*Stored data*
--
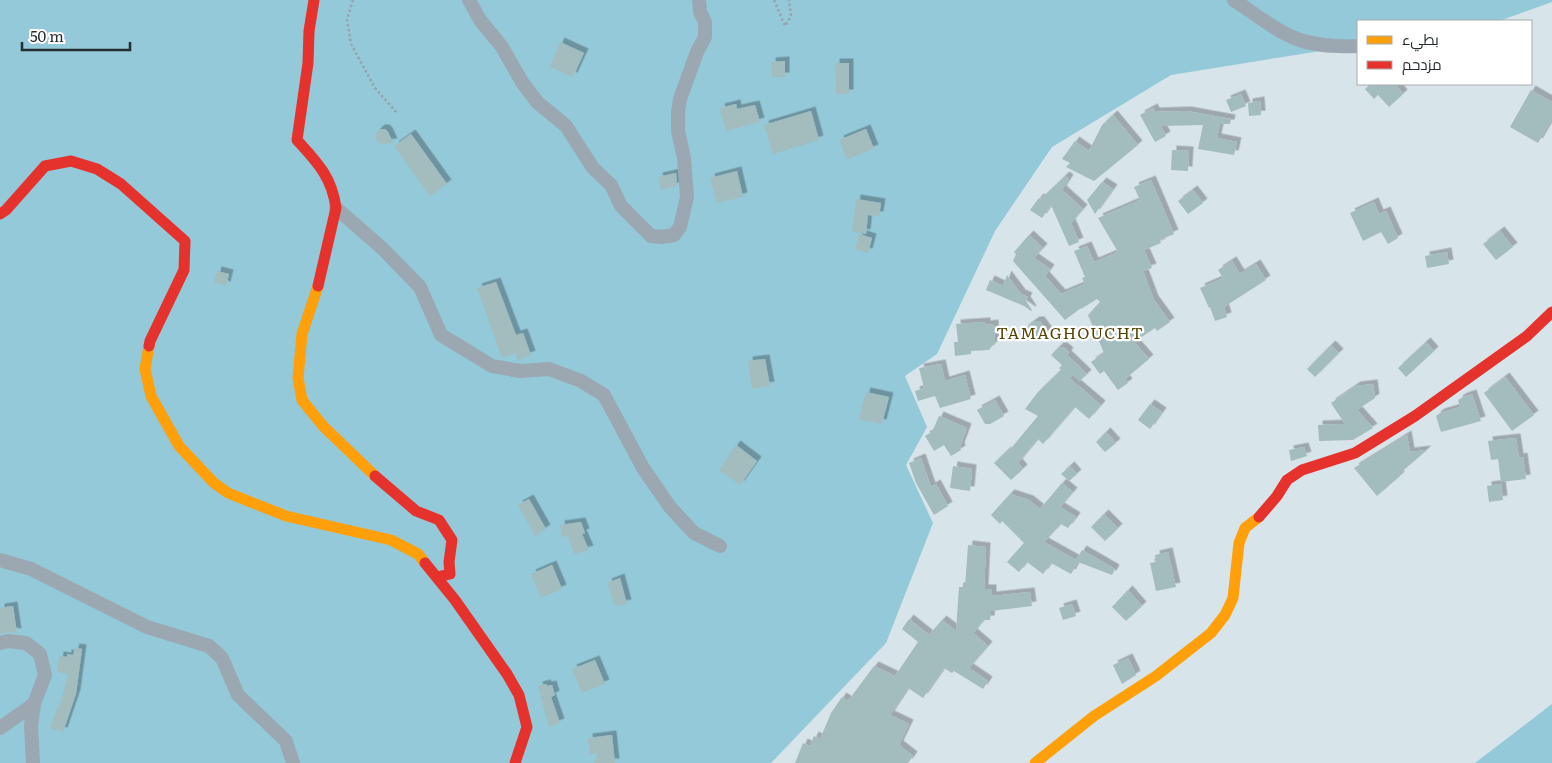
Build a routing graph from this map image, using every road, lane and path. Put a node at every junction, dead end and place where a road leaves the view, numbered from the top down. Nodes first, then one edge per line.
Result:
1 (314, 0) edge
2 (353, 0) edge
3 (469, 0) edge
4 (698, 0) edge
5 (774, 0) edge
6 (789, 0) edge
7 (1234, 0) edge
8 (1357, 46) edge
9 (397, 113) dead end
10 (336, 208) junction
11 (0, 214) edge
12 (1552, 312) edge
13 (720, 546) dead end
14 (0, 560) edge
15 (437, 578) junction
16 (0, 643) edge
17 (34, 704) junction
18 (0, 728) edge
19 (33, 763) edge
20 (293, 763) edge
21 (515, 763) edge
22 (1035, 763) edge

1 - 10 street
2 - 9 path
3 - 4 street
5 - 6 path
7 - 8 street
10 - 13 street
10 - 15 street
11 - 15 street
12 - 22 street
14 - 20 street
15 - 21 street
16 - 17 street
17 - 18 street
17 - 19 street

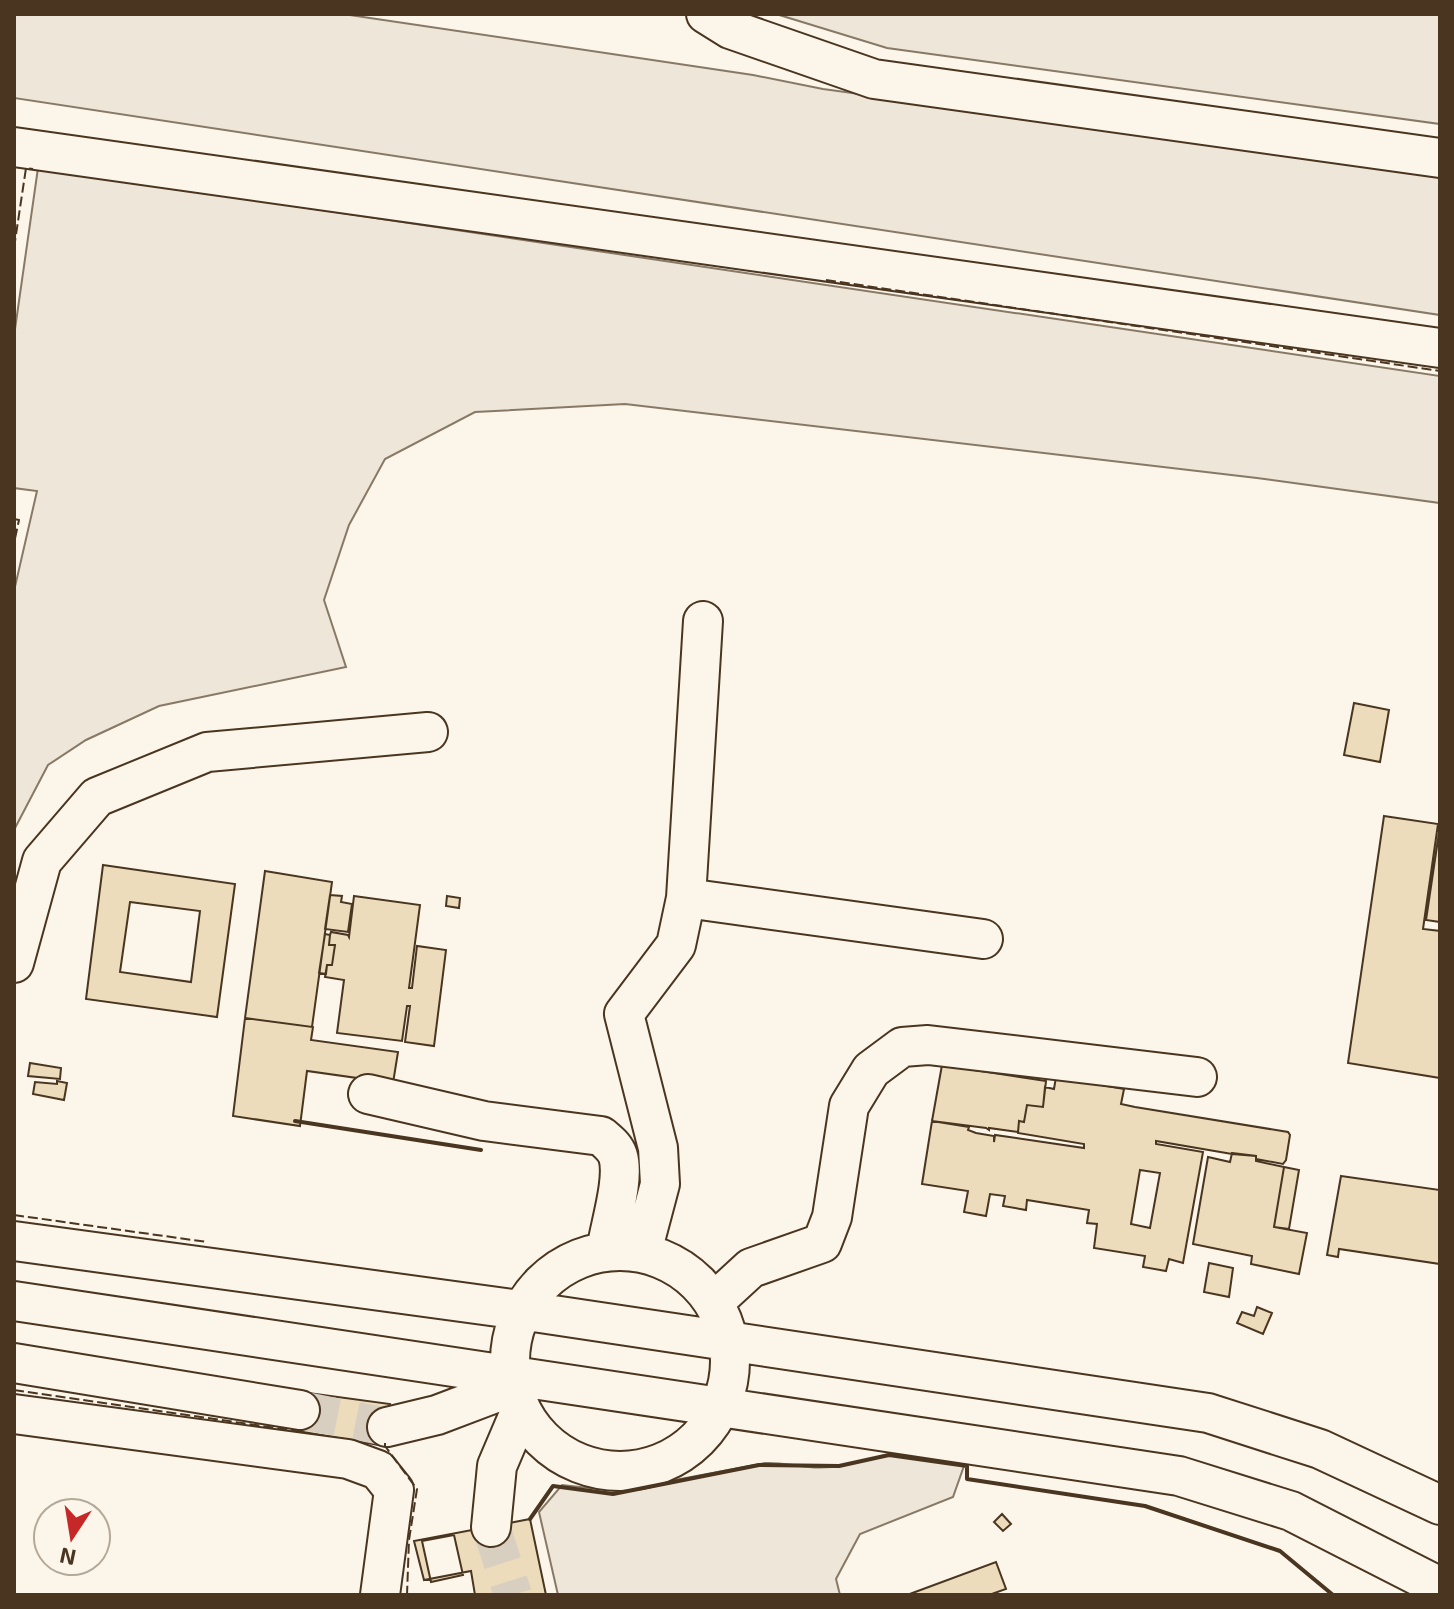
--
*EXERCISE*
Would you give the entries above again verbatim, omitting the images they contain?

*RESPONSE TO THIS TASK*
Build a routing graph from this map image, using every road, lane and path. Put a node at every junction, dead end and place where a road leaves the view, numbered from the top down. Nodes first, then one edge per line.
Result:
1 (314, 0) edge
2 (353, 0) edge
3 (469, 0) edge
4 (698, 0) edge
5 (774, 0) edge
6 (789, 0) edge
7 (1234, 0) edge
8 (1357, 46) edge
9 (397, 113) dead end
10 (336, 208) junction
11 (0, 214) edge
12 (1552, 312) edge
13 (720, 546) dead end
14 (0, 560) edge
15 (437, 578) junction
16 (0, 643) edge
17 (34, 704) junction
18 (0, 728) edge
19 (33, 763) edge
20 (293, 763) edge
21 (515, 763) edge
22 (1035, 763) edge

1 - 10 street
2 - 9 path
3 - 4 street
5 - 6 path
7 - 8 street
10 - 13 street
10 - 15 street
11 - 15 street
12 - 22 street
14 - 20 street
15 - 21 street
16 - 17 street
17 - 18 street
17 - 19 street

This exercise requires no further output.